See Also: Best Feats for Scout Rogue
3rd Level: Skirmisher and Survivalist
Skirmisher defines what Scouts want to do: move. Getting a reaction move makes it incredibly difficult for anything with a speed close to yours to ever pin you down, as not only do you get a reaction move from Skirmisher that doesn’t provoke attacks of opportunity, Cunning Action gives you a bonus action Dash and Disengage. Rogues are already difficult to pin down: Scouts even more so. It's a bit overkill, but reactions are hard to come by, and this reaction does something useful you’ll happily use round after round.

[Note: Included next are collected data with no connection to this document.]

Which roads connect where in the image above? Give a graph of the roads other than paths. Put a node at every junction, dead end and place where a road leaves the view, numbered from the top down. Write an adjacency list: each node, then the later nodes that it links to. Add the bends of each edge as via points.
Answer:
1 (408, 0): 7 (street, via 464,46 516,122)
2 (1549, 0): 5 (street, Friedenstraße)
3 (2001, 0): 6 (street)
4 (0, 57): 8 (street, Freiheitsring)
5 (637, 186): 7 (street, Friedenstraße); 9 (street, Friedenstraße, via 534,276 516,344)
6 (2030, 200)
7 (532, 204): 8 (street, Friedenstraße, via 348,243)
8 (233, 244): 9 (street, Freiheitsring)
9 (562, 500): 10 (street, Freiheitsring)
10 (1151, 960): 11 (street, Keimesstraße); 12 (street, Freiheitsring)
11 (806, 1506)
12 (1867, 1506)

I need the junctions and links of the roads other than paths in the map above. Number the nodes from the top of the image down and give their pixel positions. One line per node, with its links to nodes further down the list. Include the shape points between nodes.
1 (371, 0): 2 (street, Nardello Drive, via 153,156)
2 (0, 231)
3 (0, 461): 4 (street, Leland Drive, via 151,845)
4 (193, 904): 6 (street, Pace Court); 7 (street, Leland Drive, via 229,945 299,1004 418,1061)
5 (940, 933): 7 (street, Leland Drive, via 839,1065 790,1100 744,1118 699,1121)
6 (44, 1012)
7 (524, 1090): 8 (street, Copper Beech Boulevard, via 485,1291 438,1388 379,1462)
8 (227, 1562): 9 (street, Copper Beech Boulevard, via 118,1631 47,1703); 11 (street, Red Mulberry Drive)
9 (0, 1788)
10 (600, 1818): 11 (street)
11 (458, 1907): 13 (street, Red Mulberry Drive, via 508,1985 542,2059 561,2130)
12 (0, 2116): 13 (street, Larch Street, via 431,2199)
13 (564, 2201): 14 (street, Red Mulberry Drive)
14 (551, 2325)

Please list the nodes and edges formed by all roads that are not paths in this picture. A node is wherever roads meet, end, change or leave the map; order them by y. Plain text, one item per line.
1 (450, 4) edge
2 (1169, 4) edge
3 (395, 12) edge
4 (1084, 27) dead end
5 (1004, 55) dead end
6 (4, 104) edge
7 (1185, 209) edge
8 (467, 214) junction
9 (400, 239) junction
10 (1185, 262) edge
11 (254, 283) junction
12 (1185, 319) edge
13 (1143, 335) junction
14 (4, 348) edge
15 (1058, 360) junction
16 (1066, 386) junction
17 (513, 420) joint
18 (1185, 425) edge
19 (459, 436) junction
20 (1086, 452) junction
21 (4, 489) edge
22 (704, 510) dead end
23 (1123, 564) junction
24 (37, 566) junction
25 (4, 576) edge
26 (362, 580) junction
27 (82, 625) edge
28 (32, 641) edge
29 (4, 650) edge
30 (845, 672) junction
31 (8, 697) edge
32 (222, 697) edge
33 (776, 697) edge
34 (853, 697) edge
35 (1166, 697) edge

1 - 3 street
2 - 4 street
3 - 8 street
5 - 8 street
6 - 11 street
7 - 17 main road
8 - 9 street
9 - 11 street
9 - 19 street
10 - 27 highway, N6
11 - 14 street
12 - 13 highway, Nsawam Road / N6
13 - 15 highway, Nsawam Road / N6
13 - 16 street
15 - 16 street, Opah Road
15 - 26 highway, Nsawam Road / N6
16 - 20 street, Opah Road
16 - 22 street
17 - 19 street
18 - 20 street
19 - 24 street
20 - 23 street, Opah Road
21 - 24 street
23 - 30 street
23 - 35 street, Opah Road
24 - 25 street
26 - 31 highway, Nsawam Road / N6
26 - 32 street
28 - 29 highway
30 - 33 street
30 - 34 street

Survivalist is so clunky to me, but Expertise is great, and this is two more Expertise skills. To get the most out of it you have to commit to having no proficiency in either skills to get both here, which then spontaneously also doubles it. Any 3rd level rogue can have seven skills, four with Expertise. You probably don’t need that many skills, but hey, you’ve got four instances of expertise, meaning you can be the default skill check-maker in most parties.
This overlap can step on a ranger’s toes, so I’d look to play this in a group lacking a ranger, or in a setting where multiple people will be needing to make survival checks for the whole party to thrive.
9th Level: Superior Mobility
A 10 ft. speed increase isn’t normally all that exciting, but in rogue, it’s kind of like a 20-foot speed increase. Skirmisher gives you 5 extra as part of your Skirmisher reaction, making it so you go fast. A human rogue scout has a base speed of 40, and with bonus action dash and action dash can cover 120 feet in a single round. Skirmisher can extend that an extra 20 feet to 140, with no other considerations.
Do you need to go that fast? Eh, usually not. But it does feel great to be able to be wherever you want on a battlemap.
13th Level: Ambush Master
Ambush Master is “fixed” Assassinate. Advantage on initiative helps you act first, but crucially, regardless of surprise, the first creature you hit during the first round of combat is debuffed granting every other creature’s attack against it advantage.
As long as you aren’t surprised, you can use this feature every fight. Once per fight giving everyone advantage on attack rolls is excellent, and can make quick work of a single problematic threat.
17th Level: Sudden Strike
Like Abumsh Master is to Assassinate, Sudden Strike compares easily to Assassin’s Death Strike. The consistency is so much higher with Sudden Strike; Death Strike suffers from needing the creature to both be surprised and fail a save to deal double damage, and when it works, can remove a single high health enemy from a fight altogether. Sudden Strike fixes every one of my complaints with Death Strike; you can use it each round, with no limitation in uses, deals “double damage” by giving you the ability to Sneak Attack twice a turn, and has to be used against different creatures, making the damage distribution easier to manage.
This is within the scope of how powerful I expect 17th level features to be. Doubling your Sneak Attack damage is within the scope of 9th level spell power, and the condition rewards spreading out damage and fighting slightly differently, which is really interesting.
All Together
I would recommend Scout to a new player that wants to play a ranger-like character but doesn’t want to deal with spells. It scales great, with excellent combat features at 13th and 17th level. It does lack in exciting new ways to explore environments, which is a bummer for a subclass themed around nature exploration and scouting ahead. I’d be head over heels in love with this if it got the Arcane Trickster treatment but for druid spells, but where it is now if you want an ambuscade-style rogue getting the drop on enemies and weaponizing ambushes consistently, this is a great route to go.